BEGIN TASK INPUT
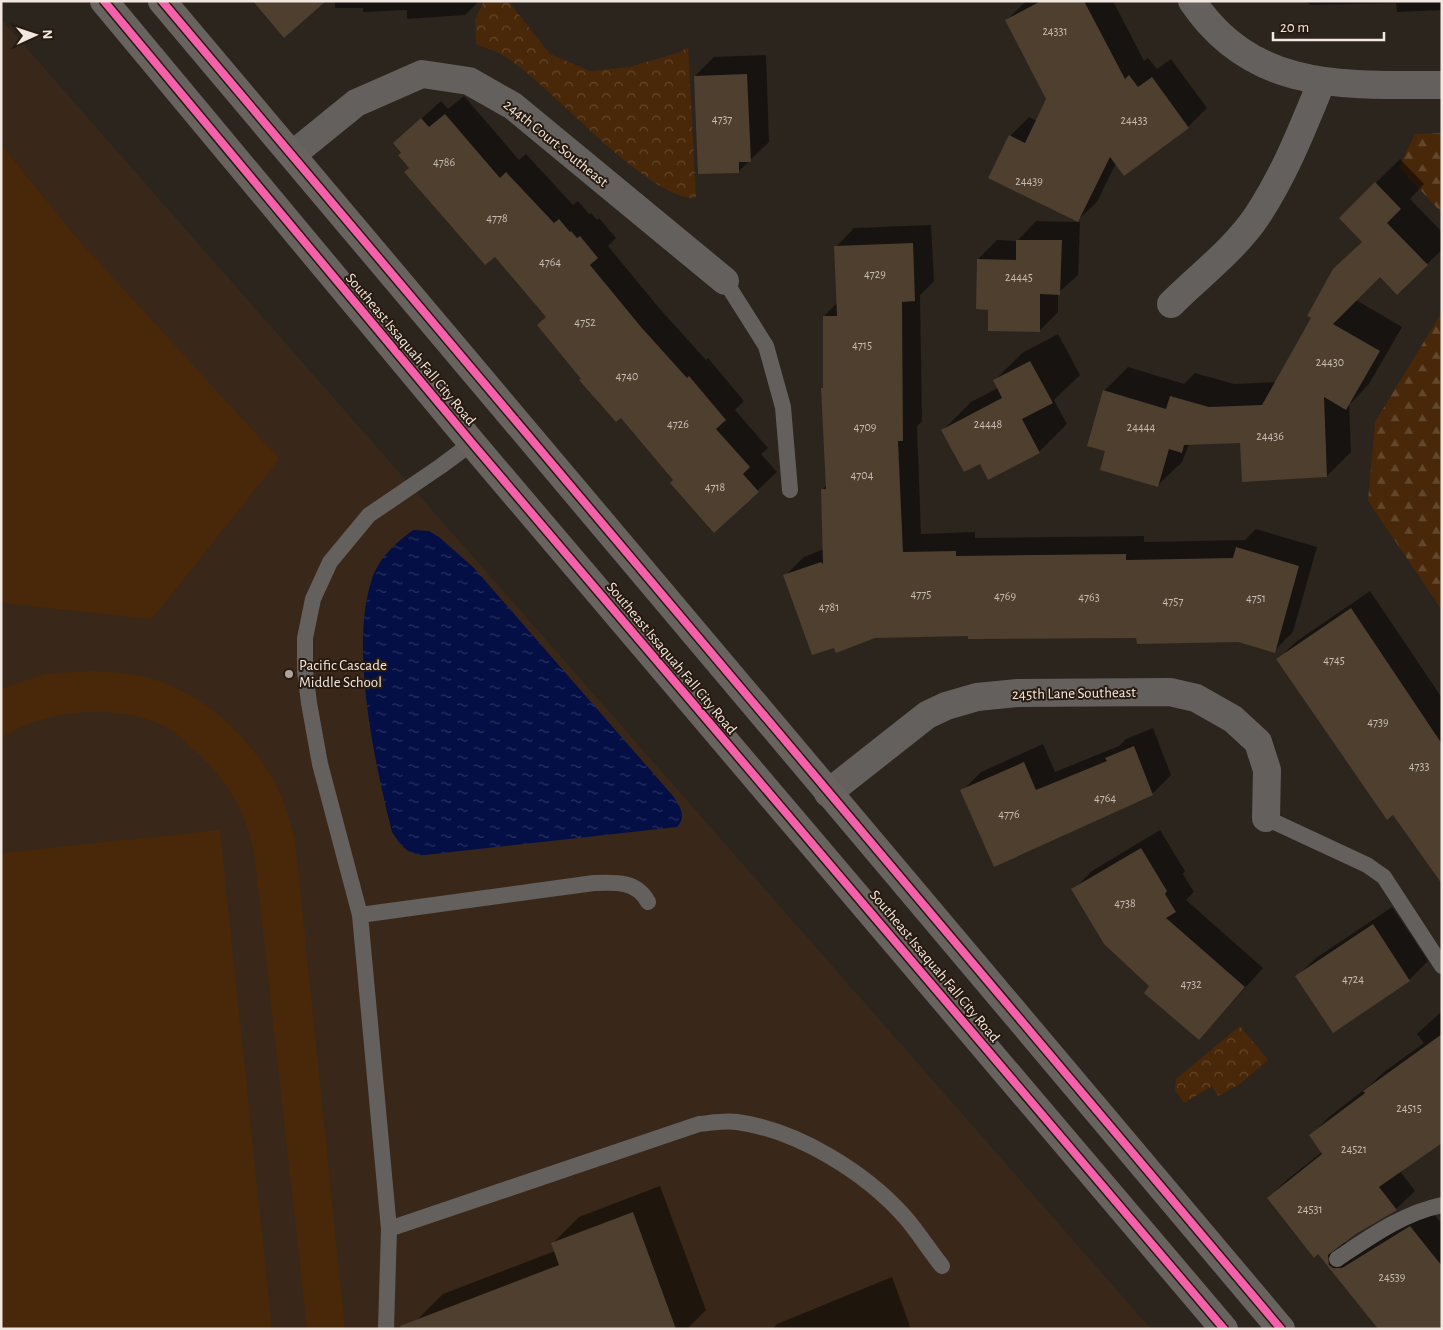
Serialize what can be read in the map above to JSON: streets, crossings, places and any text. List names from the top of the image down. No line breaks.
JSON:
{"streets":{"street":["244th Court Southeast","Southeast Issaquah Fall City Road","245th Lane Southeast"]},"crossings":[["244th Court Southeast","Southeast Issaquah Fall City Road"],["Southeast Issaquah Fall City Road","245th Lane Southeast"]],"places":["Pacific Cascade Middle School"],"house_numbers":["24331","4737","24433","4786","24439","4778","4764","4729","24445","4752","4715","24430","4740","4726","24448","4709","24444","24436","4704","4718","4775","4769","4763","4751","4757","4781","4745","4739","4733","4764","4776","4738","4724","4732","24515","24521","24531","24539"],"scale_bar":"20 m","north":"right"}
END TASK INPUT
BEGIN TASK INPUT
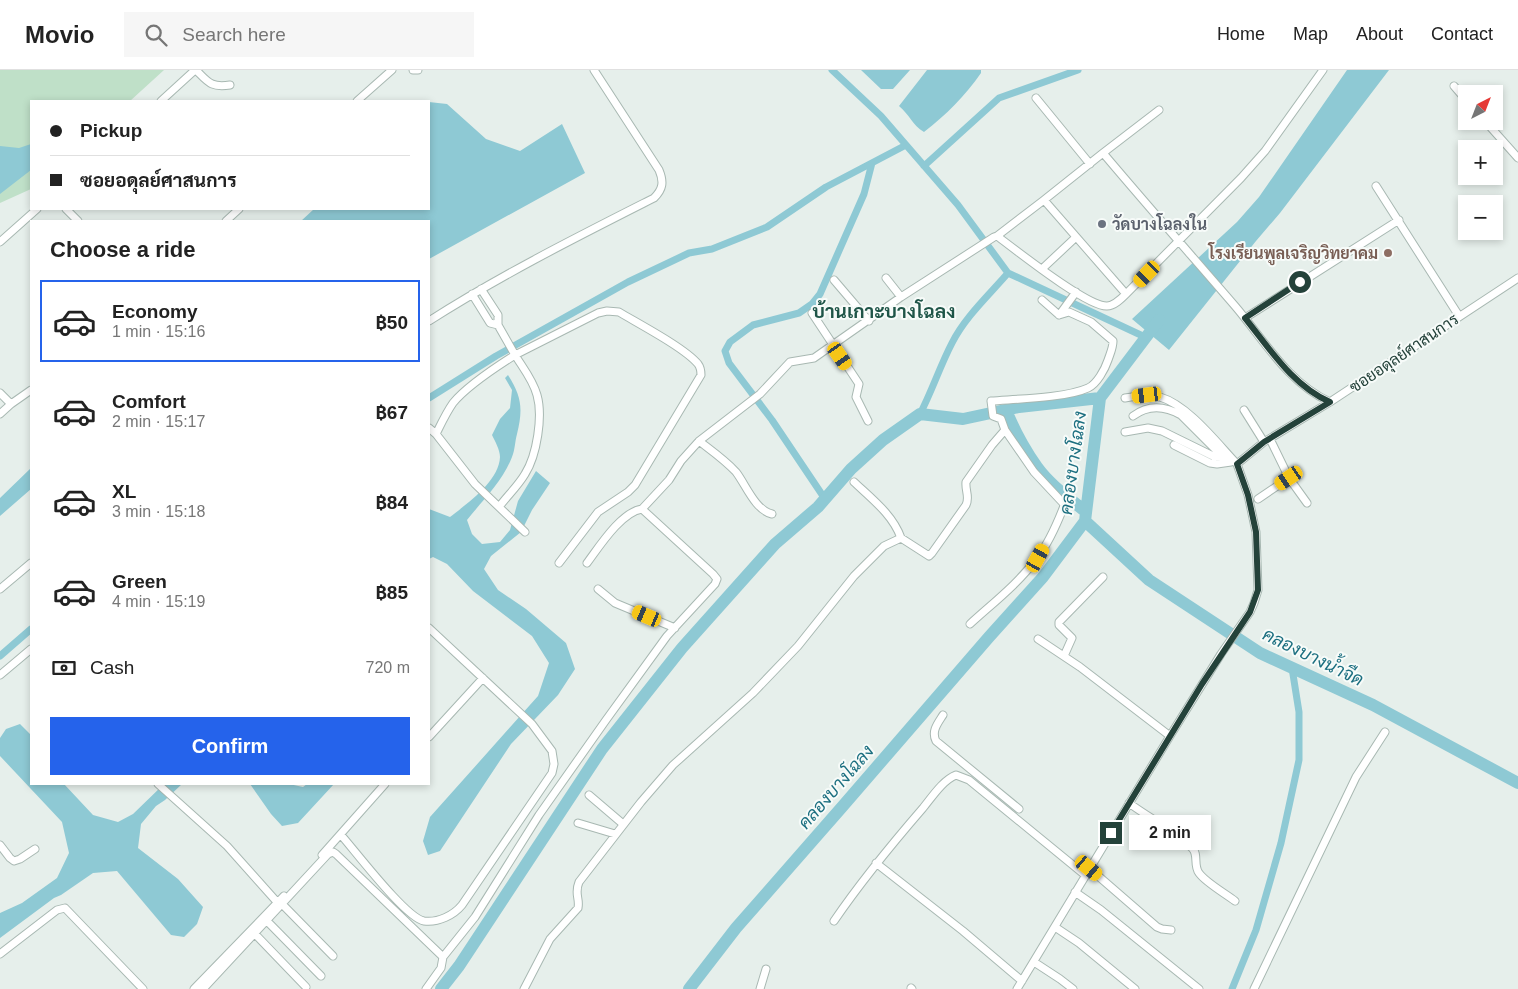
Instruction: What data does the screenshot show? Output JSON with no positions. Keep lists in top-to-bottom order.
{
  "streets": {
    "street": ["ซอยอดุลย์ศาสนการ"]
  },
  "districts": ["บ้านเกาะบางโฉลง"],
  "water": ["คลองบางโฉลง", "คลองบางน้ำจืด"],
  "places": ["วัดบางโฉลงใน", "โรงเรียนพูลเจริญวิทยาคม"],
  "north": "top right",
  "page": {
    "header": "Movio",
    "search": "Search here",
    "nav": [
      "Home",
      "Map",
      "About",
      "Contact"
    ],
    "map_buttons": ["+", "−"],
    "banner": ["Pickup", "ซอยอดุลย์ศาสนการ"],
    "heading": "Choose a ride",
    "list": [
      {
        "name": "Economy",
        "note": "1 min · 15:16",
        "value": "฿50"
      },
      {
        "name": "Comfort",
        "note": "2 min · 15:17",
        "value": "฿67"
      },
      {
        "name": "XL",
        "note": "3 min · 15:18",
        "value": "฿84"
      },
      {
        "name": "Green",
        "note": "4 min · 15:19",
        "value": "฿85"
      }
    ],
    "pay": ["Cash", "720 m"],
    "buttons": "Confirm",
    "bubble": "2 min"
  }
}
END TASK INPUT
BEGIN TASK INPUT
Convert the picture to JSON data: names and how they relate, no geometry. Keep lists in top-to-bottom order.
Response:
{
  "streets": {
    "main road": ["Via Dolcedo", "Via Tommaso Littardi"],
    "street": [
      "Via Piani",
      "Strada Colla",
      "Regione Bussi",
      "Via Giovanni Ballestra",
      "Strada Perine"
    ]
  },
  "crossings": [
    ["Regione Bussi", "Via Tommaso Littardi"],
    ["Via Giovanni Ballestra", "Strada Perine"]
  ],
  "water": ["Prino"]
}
END TASK INPUT
_WORK INSTRUCTION_:
Filter the records above down to the lines that hold the string "names".

_OUTPUT OF THE TASK_:
Serialize what can be read in the map above to JSON: streets, crossings, places and any text. List names from the top of the image down. No line breaks.
Convert the picture to JSON data: names and how they relate, no geometry. Keep lists in top-to-bottom order.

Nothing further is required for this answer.